◆ What you should do ◆
Provide the number of lines in the entries below containing "Fairfield", with no further words.

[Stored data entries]
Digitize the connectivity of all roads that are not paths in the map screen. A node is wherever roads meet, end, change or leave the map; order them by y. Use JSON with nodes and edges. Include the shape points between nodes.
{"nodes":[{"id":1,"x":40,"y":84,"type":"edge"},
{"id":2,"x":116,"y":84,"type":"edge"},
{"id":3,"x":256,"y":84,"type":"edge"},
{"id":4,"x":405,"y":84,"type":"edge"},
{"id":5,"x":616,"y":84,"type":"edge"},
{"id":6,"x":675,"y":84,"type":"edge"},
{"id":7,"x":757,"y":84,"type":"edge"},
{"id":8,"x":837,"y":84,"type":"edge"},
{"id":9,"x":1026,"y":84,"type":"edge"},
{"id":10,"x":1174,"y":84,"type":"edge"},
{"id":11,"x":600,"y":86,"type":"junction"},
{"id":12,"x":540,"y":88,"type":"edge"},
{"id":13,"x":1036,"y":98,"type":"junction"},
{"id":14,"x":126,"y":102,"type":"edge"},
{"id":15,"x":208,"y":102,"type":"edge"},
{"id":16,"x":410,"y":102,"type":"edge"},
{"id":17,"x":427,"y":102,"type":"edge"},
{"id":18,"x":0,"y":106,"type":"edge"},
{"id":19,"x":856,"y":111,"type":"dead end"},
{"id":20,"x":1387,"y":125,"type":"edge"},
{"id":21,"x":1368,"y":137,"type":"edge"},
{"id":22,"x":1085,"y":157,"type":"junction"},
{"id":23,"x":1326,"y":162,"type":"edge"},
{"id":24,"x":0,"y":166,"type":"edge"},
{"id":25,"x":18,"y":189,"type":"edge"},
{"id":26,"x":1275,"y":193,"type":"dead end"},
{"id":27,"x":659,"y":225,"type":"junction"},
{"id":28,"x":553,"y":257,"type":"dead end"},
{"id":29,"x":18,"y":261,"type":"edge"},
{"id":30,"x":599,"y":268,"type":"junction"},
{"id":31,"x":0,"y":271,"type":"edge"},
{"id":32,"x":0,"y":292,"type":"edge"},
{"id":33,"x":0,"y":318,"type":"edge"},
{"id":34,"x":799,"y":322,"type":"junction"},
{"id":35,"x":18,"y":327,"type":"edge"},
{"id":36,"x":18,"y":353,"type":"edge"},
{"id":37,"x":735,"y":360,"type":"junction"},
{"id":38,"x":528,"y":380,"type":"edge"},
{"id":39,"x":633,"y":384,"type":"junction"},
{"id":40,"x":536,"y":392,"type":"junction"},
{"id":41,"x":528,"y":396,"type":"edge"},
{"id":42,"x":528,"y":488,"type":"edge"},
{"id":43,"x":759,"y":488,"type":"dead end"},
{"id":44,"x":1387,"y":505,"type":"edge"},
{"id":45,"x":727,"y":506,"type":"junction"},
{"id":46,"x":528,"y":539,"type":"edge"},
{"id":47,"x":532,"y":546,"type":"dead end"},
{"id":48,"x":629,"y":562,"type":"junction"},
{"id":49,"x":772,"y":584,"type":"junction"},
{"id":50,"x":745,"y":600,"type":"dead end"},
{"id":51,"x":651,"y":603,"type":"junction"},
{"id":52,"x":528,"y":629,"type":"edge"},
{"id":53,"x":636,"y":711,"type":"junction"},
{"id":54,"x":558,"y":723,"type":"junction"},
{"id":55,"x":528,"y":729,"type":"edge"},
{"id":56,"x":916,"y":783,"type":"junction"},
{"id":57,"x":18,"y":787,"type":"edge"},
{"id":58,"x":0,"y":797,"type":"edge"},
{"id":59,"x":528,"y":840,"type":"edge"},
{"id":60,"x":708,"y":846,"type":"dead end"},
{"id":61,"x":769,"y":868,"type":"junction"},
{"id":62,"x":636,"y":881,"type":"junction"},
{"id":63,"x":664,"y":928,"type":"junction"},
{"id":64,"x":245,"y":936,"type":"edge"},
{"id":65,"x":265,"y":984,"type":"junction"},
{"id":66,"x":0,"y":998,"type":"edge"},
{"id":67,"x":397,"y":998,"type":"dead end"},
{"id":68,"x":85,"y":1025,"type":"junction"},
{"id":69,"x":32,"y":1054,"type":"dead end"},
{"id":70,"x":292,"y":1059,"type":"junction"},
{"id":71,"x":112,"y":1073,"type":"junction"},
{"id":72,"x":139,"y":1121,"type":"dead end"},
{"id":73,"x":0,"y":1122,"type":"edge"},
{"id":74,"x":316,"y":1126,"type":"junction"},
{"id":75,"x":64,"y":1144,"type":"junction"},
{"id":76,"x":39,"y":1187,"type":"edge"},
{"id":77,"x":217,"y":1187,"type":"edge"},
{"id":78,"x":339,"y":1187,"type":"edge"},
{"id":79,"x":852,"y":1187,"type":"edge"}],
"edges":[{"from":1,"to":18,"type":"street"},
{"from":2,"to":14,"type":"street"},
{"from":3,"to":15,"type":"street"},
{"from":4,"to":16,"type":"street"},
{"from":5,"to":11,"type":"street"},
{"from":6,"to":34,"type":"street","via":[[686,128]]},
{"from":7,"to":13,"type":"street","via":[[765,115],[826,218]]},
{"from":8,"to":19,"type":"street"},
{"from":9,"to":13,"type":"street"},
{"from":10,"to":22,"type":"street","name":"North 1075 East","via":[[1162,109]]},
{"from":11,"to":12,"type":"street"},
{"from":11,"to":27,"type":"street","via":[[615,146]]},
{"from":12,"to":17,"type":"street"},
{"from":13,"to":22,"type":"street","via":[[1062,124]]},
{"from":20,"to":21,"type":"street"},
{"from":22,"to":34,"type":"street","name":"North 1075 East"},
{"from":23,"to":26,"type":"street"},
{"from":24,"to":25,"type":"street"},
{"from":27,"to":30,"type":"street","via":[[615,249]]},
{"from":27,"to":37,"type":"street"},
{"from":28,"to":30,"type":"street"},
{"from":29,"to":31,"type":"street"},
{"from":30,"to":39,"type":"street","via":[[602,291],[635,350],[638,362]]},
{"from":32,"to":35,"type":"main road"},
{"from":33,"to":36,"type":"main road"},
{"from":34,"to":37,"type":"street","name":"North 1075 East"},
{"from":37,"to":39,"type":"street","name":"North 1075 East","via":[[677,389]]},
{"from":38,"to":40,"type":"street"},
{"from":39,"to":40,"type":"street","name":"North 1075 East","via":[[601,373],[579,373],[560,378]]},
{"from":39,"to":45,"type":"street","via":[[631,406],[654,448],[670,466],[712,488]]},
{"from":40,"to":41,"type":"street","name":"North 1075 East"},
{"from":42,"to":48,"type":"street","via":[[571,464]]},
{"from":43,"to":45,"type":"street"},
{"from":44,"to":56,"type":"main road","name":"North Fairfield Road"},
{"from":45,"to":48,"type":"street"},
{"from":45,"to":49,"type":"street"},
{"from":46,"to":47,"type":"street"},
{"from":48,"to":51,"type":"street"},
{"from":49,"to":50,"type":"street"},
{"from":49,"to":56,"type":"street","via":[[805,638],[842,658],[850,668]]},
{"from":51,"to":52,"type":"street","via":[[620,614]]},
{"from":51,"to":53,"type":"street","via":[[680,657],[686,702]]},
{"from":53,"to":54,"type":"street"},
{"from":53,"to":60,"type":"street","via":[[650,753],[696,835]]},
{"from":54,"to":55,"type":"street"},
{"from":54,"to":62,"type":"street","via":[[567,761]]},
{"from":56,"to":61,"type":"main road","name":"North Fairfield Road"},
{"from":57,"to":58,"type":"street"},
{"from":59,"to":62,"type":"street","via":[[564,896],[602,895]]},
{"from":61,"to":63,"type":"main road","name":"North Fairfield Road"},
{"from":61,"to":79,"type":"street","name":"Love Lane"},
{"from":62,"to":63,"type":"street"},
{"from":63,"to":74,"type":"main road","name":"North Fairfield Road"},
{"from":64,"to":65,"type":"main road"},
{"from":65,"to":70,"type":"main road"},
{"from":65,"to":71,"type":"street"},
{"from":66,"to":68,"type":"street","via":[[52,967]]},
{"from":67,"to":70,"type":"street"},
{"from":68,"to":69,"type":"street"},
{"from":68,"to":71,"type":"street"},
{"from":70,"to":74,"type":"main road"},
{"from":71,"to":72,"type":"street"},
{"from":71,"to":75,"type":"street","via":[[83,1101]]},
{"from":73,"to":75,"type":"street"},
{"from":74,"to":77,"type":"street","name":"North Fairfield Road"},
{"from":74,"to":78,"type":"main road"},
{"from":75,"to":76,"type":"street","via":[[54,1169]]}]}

◆ Problem solution ◆
5